Located in the city center of Brussels, close to Brussels-South Station, the Liverpool Park used to be urban wasteland. Today it has been transformed into a recreational, eco-friendly green space. Initiated in 2010 by the District Contract ‘Lemmens’, this new green lung has been created in close cooperation with the inhabitants and users of the neighbourhood in order to provide a real breath of fresh air in the dense fabric of this industrial area of Brussels. Inspired by a program defined together with public participation, the park offers a variety of recreational functions meant for diverse visitors. A playground, sports ground, table games and a water garden form a playful project that is built around a winding path for people with reduced mobility. A multi-purpose building with very low energy consumption, based upon a free and deconstructed reinterpretation of a log cabin, opens up on the terraces surrounding the bar. Designed in a single architectural and landscaping gesture, the park and the building engage in a harmonious dialogue made of skillfully landscaped voids and non-voids.

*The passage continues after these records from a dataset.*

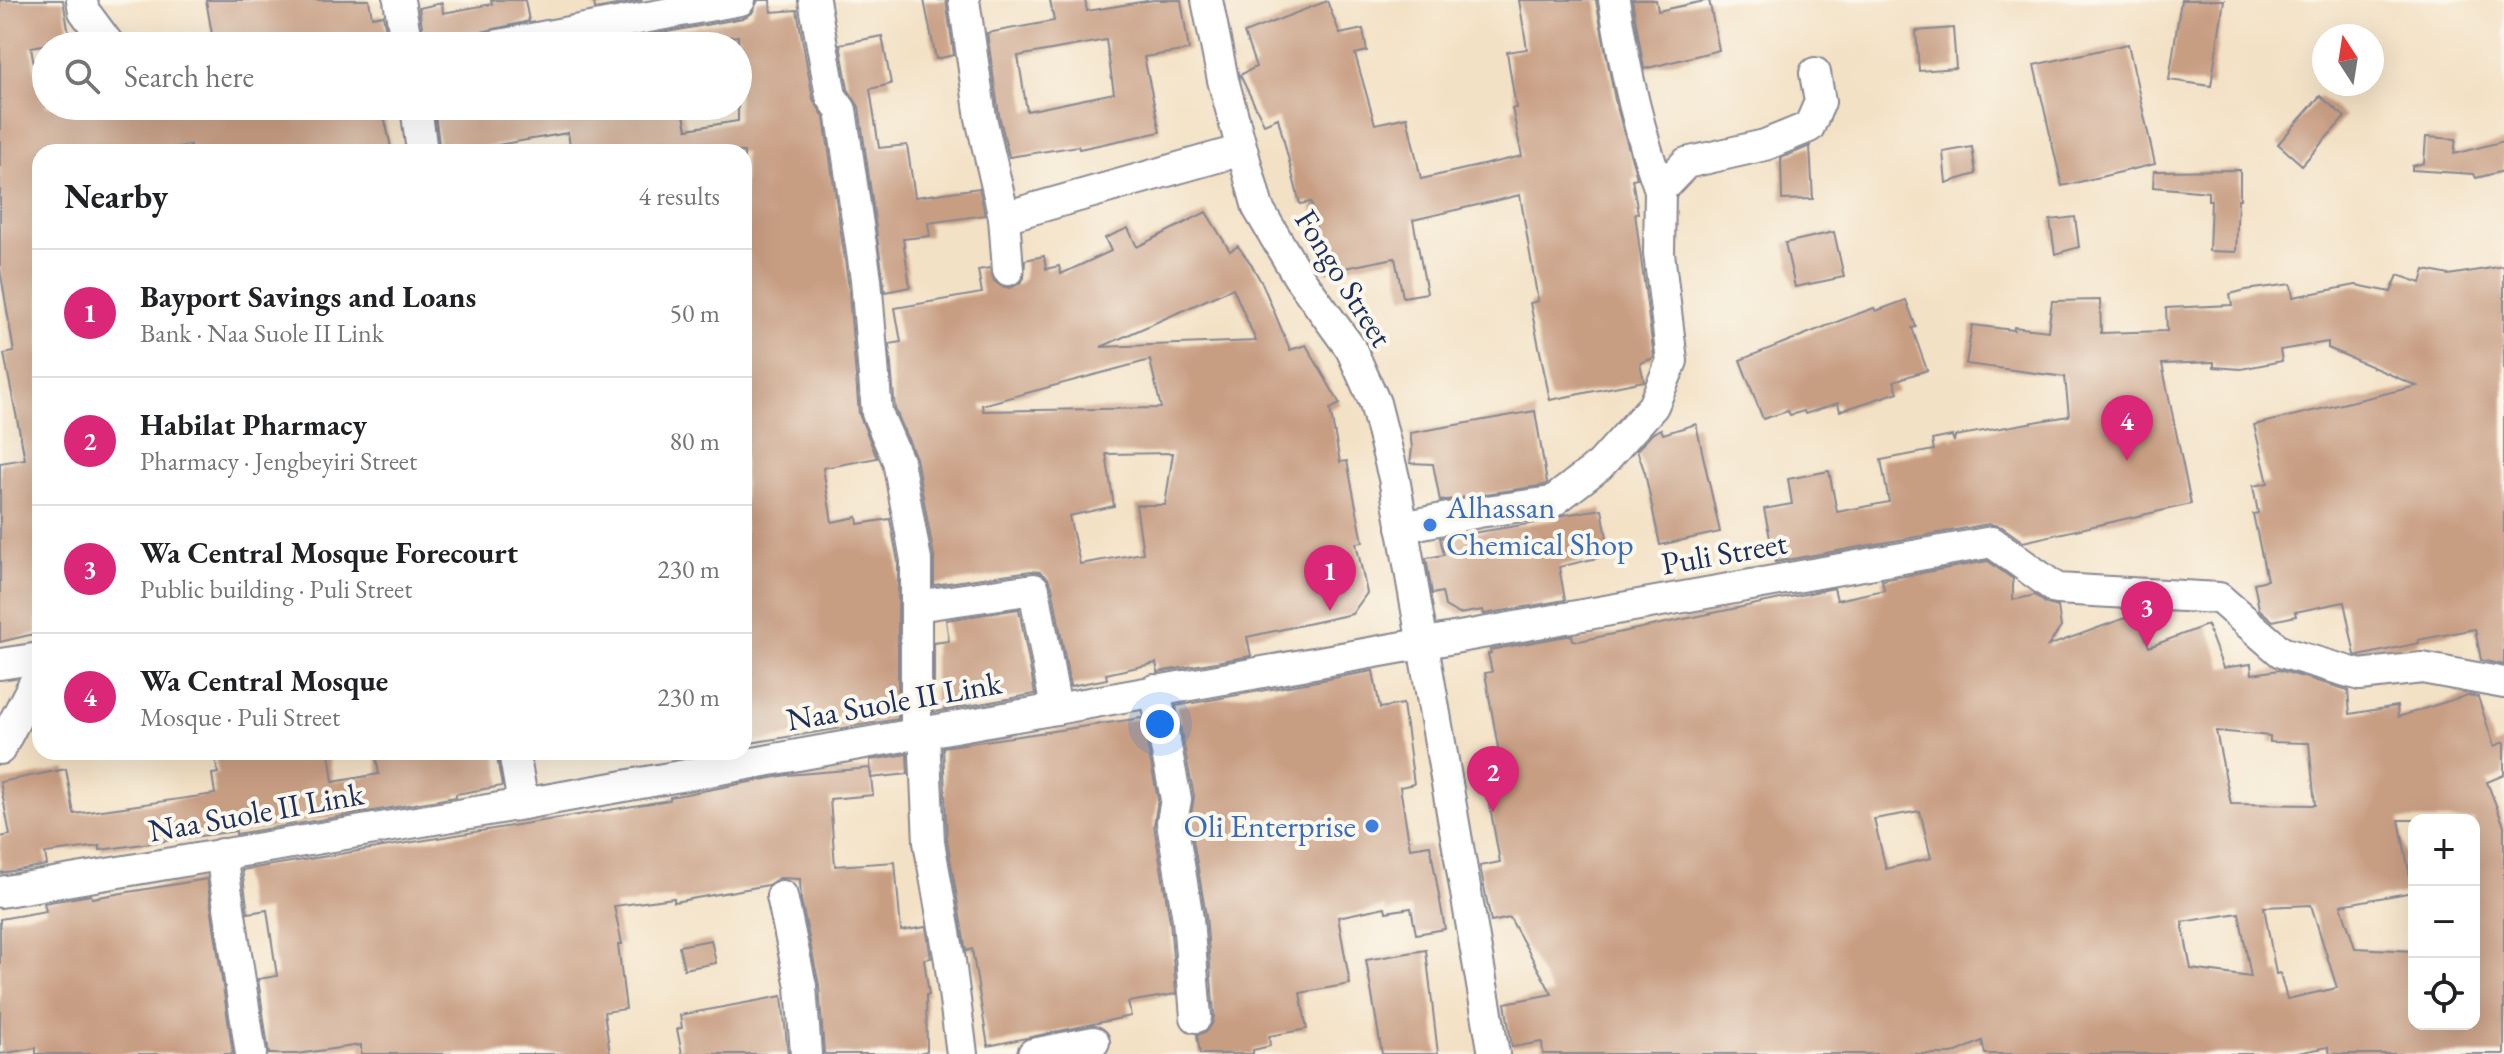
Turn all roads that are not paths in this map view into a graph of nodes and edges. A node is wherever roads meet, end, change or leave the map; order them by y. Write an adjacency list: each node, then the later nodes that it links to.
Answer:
1 (82, 0): 8 (street)
2 (399, 0): 9 (street)
3 (740, 0): 10 (street)
4 (814, 0): 19 (street)
5 (964, 0): 16 (street)
6 (1207, 0): 14 (street, Fongo Street)
7 (1614, 0): 15 (street)
8 (100, 32)
9 (405, 32)
10 (569, 32)
11 (1815, 73): 15 (street)
12 (418, 120): 13 (street)
13 (421, 144)
14 (1242, 150): 16 (street); 18 (street, Fongo Street)
15 (1660, 190): 18 (street)
16 (1004, 217): 17 (street)
17 (1008, 270)
18 (1402, 527): 20 (street, Fongo Street)
19 (916, 606): 26 (street); 28 (street)
20 (1421, 643): 23 (street, Puli Street); 25 (street, Naa Suole II Link); 40 (street, Fongo Street)
21 (32, 659): 22 (street)
22 (0, 664)
23 (2504, 683)
24 (32, 685): 27 (street)
25 (1155, 690): 26 (street, Naa Suole II Link); 34 (street)
26 (1056, 709): 28 (street, Naa Suole II Link)
27 (4, 732)
28 (920, 733): 30 (street, Naa Suole II Link); 38 (street)
29 (515, 760): 30 (street)
30 (523, 804): 31 (street, Naa Suole II Link)
31 (221, 854): 32 (street, Naa Suole II Link); 36 (street)
32 (0, 892)
33 (782, 896): 37 (street)
34 (1196, 1017)
35 (1094, 1042): 39 (street)
36 (251, 1054)
37 (806, 1054)
38 (962, 1054)
39 (1033, 1054)
40 (1494, 1054)

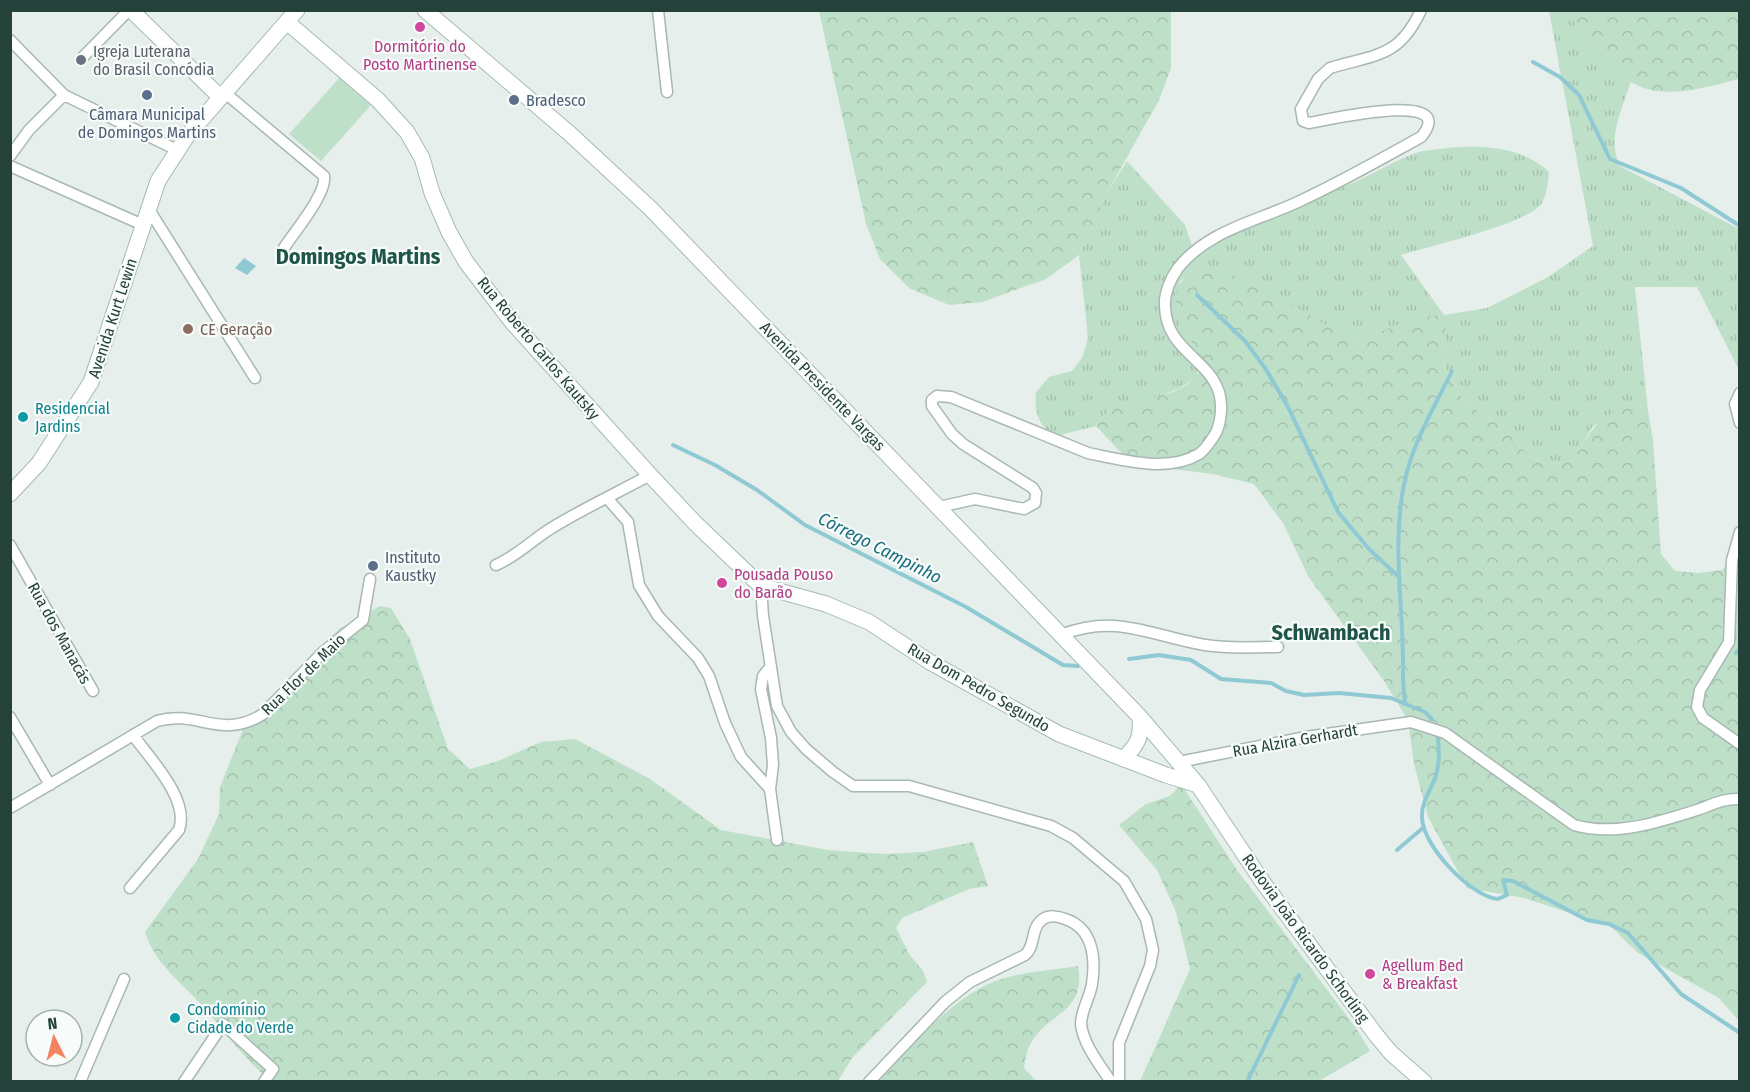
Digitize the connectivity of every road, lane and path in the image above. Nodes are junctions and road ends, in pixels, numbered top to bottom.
1 (130, 10) edge
2 (425, 10) edge
3 (658, 10) edge
4 (1421, 10) edge
5 (292, 16) edge
6 (10, 40) edge
7 (83, 57) dead end
8 (667, 92) dead end
9 (222, 94) junction
10 (64, 95) junction
11 (177, 150) junction
12 (10, 156) edge
13 (10, 166) edge
14 (148, 208) junction
15 (143, 225) junction
16 (284, 248) dead end
17 (255, 378) dead end
18 (1740, 393) edge
19 (1740, 423) edge
20 (650, 475) junction
21 (10, 495) edge
22 (607, 498) junction
23 (939, 507) junction
24 (1740, 532) edge
25 (10, 545) edge
26 (496, 565) dead end
27 (370, 579) dead end
28 (761, 586) junction
29 (1061, 635) junction
30 (1278, 646) dead end
31 (771, 666) junction
32 (93, 691) dead end
33 (10, 717) edge
34 (1140, 717) junction
35 (133, 735) junction
36 (1740, 744) edge
37 (1123, 759) junction
38 (1179, 762) junction
39 (50, 785) junction
40 (1198, 785) junction
41 (770, 789) junction
42 (1740, 799) edge
43 (10, 808) edge
44 (777, 840) dead end
45 (130, 888) dead end
46 (124, 979) dead end
47 (80, 1082) edge
48 (184, 1082) edge
49 (264, 1082) edge
50 (869, 1082) edge
51 (1111, 1082) edge
52 (1119, 1082) edge
53 (1424, 1082) edge

1 - 7 street
1 - 9 main road
2 - 23 main road, Avenida Presidente Vargas
3 - 8 street
4 - 23 street
5 - 9 main road, Avenida Kurt Lewin
5 - 20 main road, Rua Roberto Carlos Kautsky
6 - 10 street
9 - 11 main road, Avenida Kurt Lewin
9 - 16 street
10 - 11 street
10 - 12 street
11 - 14 main road, Avenida Kurt Lewin
13 - 15 street
14 - 15 main road, Avenida Kurt Lewin
14 - 17 street
15 - 21 main road, Avenida Kurt Lewin
18 - 19 street
20 - 22 street
20 - 28 main road, Rua Roberto Carlos Kautsky
22 - 26 street
22 - 41 street
23 - 29 main road, Avenida Presidente Vargas
24 - 36 street
25 - 32 street, Rua dos Manacás
27 - 35 street, Rua Flor de Maio
28 - 31 street
28 - 37 main road, Rua Dom Pedro Segundo
29 - 30 street
29 - 34 main road, Avenida Presidente Vargas
31 - 41 street
31 - 52 street
33 - 39 street
34 - 37 main road
34 - 38 main road, Avenida Presidente Vargas
35 - 39 street, Rua Flor de Maio
35 - 45 street
37 - 40 main road, Rua Dom Pedro Segundo
38 - 40 main road, Avenida Presidente Vargas
38 - 42 street, Rua Alzira Gerhardt
39 - 43 street, Rua Flor de Maio
40 - 53 main road, Rodovia João Ricardo Schorling
41 - 44 street
46 - 47 street
48 - 49 street
50 - 51 street

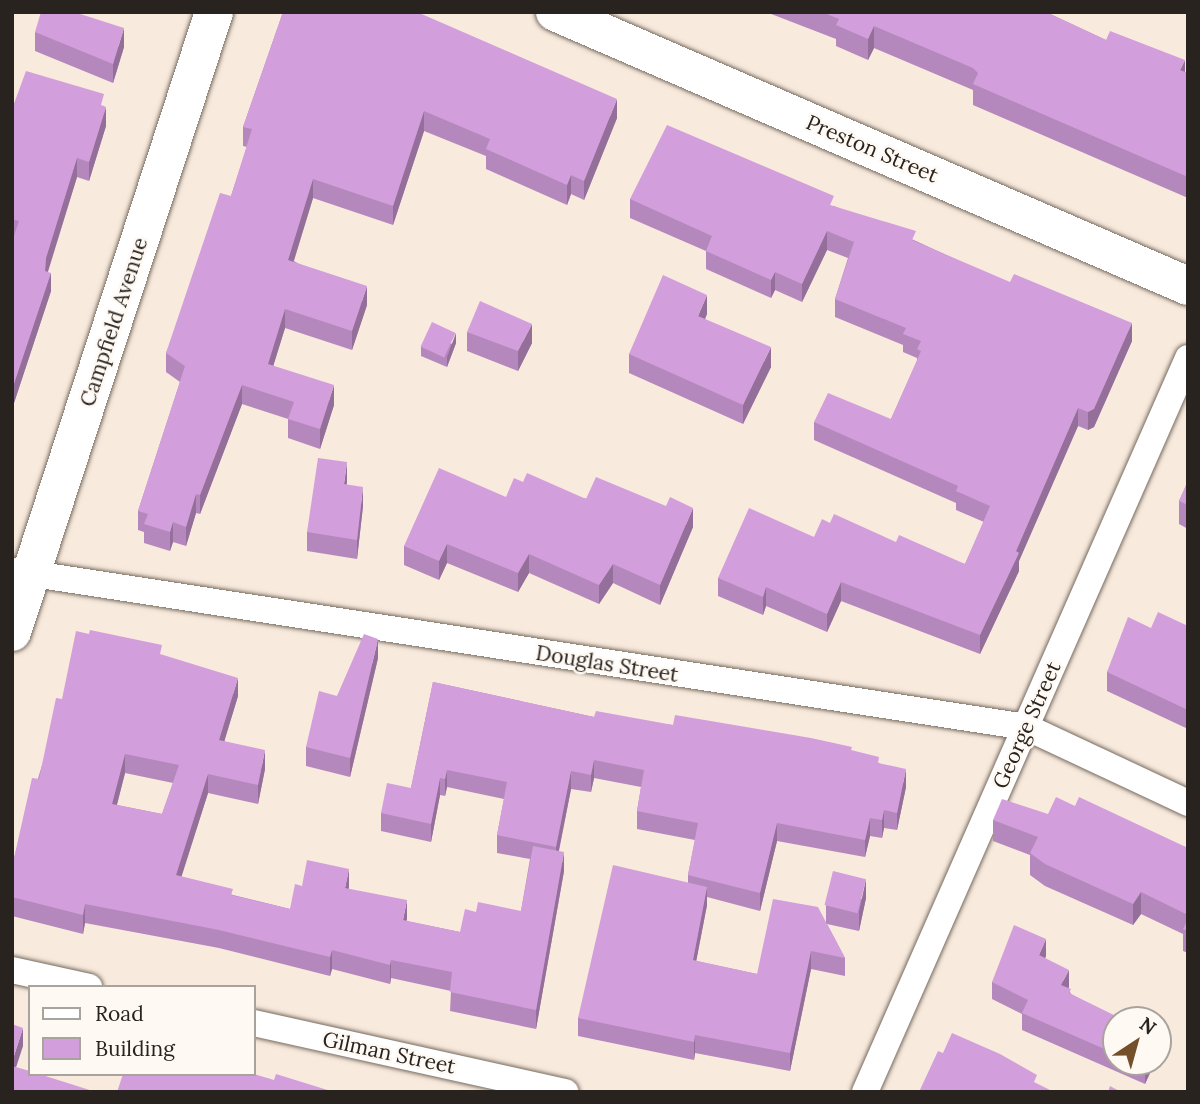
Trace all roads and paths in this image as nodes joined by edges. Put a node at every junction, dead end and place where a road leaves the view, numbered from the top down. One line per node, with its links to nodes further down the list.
1 (215, 12): 5 (street, Campfield Avenue)
2 (555, 12): 3 (street, Preston Street)
3 (1188, 286)
4 (1188, 358): 7 (street, George Street)
5 (22, 573): 6 (street, Campfield Avenue); 7 (street, Douglas Street)
6 (12, 632)
7 (1026, 727): 8 (street, Douglas Street); 13 (street, George Street)
8 (1188, 803)
9 (12, 970): 10 (street)
10 (80, 985)
11 (256, 1023): 12 (street, Gilman Street)
12 (565, 1092)
13 (865, 1092)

The realization of volumes, planted mounds and tiers make it possible to unveil different landscape sequences to the wanderer, while being animated by many trees, clumps of grasses and shrubs that form many niches enhancing biodiversity. In the back of the park, an orchard is laid out in which old naturally resistant apple varieties have been planted.

From the design phase onwards, special attention was given to the sustainable aspects of the project. At the materials level, the focus was on the recovery sector (cushion finish of the playground in crushed tire waste, benches composed of recycled bamboo, inventive reuse of the old wire fence) and the origin of the materials (natural blue stone of Belgian stone-pit, wood of larch and cedar from eco-managed forests).
Initially, the site was completely impermeable; today the park consists entirely of an open soil surface. Rainwater seeps naturally into the ground or is collected from the building roof in a rainwater tank (10 m³) which ensures a considerable reserve for maintenance and watering of the green area whilst drastically reducing the water needs of the building. Indeed, the multi-purpose building has a bar, an office space, storage spaces, kitchen and dining area, changing rooms with showers and lavatories to accommodate a team of city workers in charge of the green spaces and public cleansing. At the same time this will be the brand new location for the Sustainable District Contract ‘Compas’.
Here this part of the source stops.